I loved it. I loved it all. When Diedre dies and a piece of Tom’s soul is stripped. When he is unable to be a parent to his kids in Diedre’s absence, and they become all that he was not. I especially loved this part because it made me question if Tom had been there for his kids like he was for his granddaughter, would they have turned out different? No doubt they would have. They would have grown up to be like him had he been there to show himself to them. It’s this guilt that stayed with Tom too. And then Megan. It was good to see how getting love, care and attention can make a child what Megan was (Would Tom’s own children would have turned out to be the same had they received the same love, care and concern? Maybe.).

I loved the part in the end where Megan decides that she needs to discover herself before she could love Jack. Absolutely loved it. It was a sign of a child raised in a healthy environment – self-assured, confident and she loved herself enough to want to know herself better. That bit was beautifully written, especially the part where she knows that until she knew herself, she would never be able to love Jack properly because she would have taken himself into her and she wouldn’t know her own worth, which is why she will be unhappy and will always fear Jack leaving her. So for the sake of loving someone completely, she decided to know herself completely. That was beautiful.

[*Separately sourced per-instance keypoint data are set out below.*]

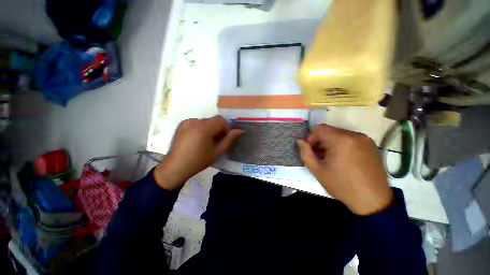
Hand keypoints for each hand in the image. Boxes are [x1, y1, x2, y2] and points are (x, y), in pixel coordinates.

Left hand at [154, 115, 241, 189]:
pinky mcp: (181, 124)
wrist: (175, 167)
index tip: (224, 138)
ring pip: (205, 121)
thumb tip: (239, 130)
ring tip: (206, 141)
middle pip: (213, 120)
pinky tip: (198, 139)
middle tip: (216, 141)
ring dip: (210, 129)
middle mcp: (194, 121)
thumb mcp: (217, 152)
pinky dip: (201, 128)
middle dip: (218, 129)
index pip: (220, 120)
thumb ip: (229, 140)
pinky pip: (197, 123)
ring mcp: (186, 122)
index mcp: (203, 128)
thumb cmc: (198, 161)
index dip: (226, 128)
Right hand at [297, 125, 392, 215]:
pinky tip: (342, 159)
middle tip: (319, 156)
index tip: (311, 151)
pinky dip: (341, 145)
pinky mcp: (371, 145)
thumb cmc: (342, 185)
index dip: (311, 138)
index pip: (319, 129)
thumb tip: (300, 141)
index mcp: (340, 140)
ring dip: (330, 143)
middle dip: (320, 141)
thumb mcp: (317, 170)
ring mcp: (365, 139)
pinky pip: (350, 139)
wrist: (373, 200)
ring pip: (339, 134)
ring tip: (330, 159)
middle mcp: (354, 135)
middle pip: (329, 130)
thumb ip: (305, 153)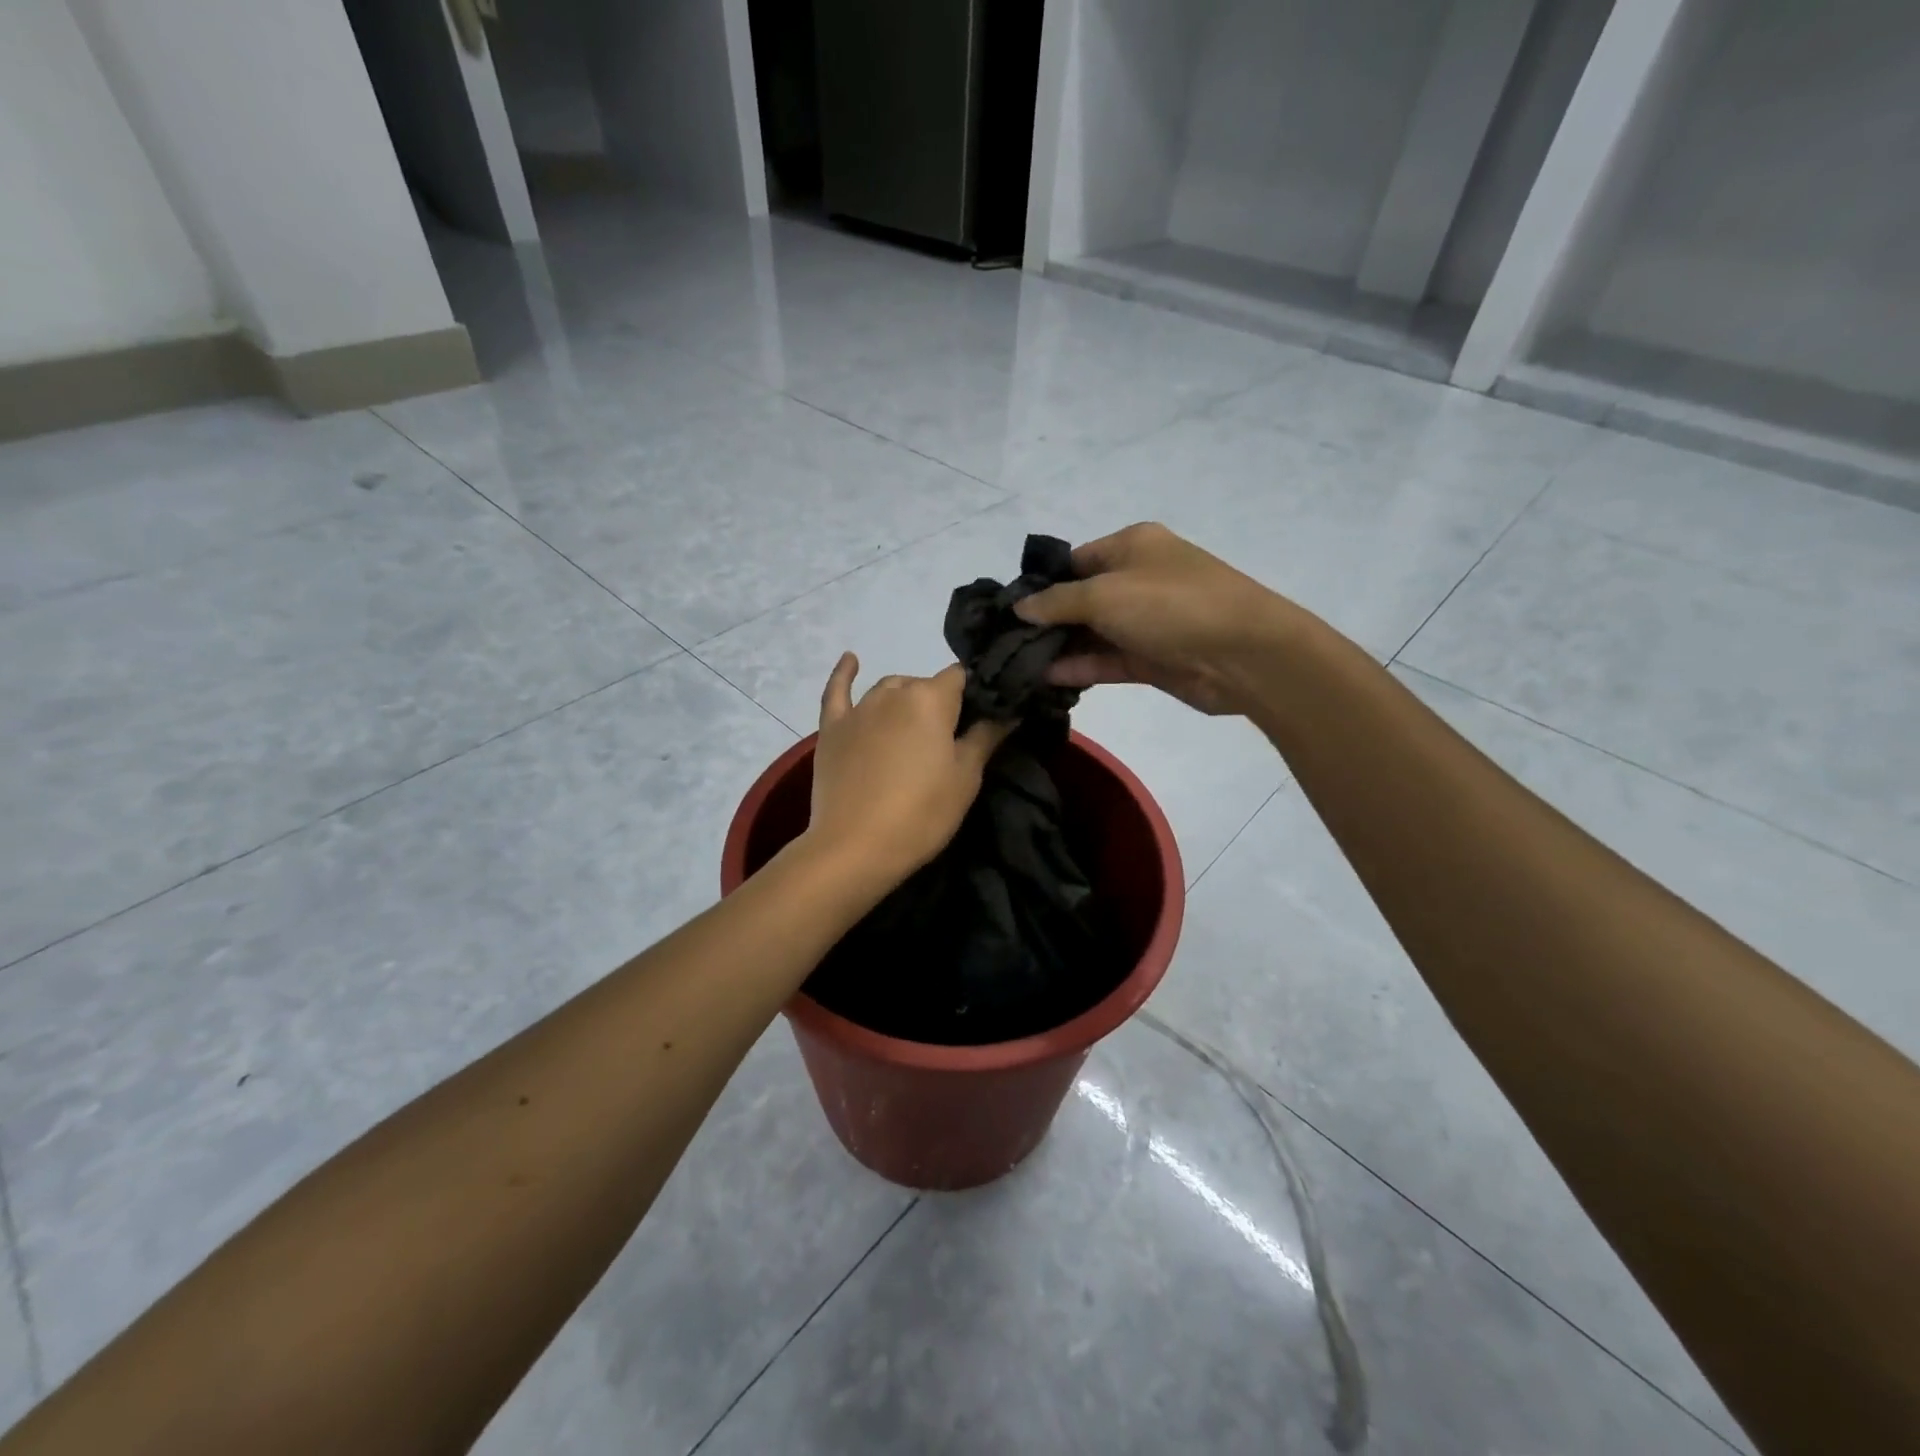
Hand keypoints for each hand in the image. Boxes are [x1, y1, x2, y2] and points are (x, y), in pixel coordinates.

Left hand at [805, 654, 1009, 886]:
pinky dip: (844, 674)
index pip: (961, 677)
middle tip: (948, 741)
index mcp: (931, 699)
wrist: (855, 847)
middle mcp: (894, 692)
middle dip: (939, 703)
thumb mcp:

Another thing I noticed was this gradual trend of relationships from old to the modern era. Relationships were tad bit more romanticized in the stories of the previous generation. The modern love story, like that of Megan and Jack, was almost practical and focused on realization of self-worth before giving yourself to someone else; Tom and Billy’s relationship was focused on friendship, love which comes from having lived and experienced life together, understanding and being a source of comfort for each other; Mary and Thaddeus’s relationship focused on the willingness to sacrifice, compromise and growing to love each other eventually after having lived together. I liked these modern calmer portrayals of relationships as compared to the tumultuous passion derived relationships like that of Mary and Michael Hartington.


It’s been quite a while since I got absorbed into words. I’m glad I could feel the beauty of it again through this book.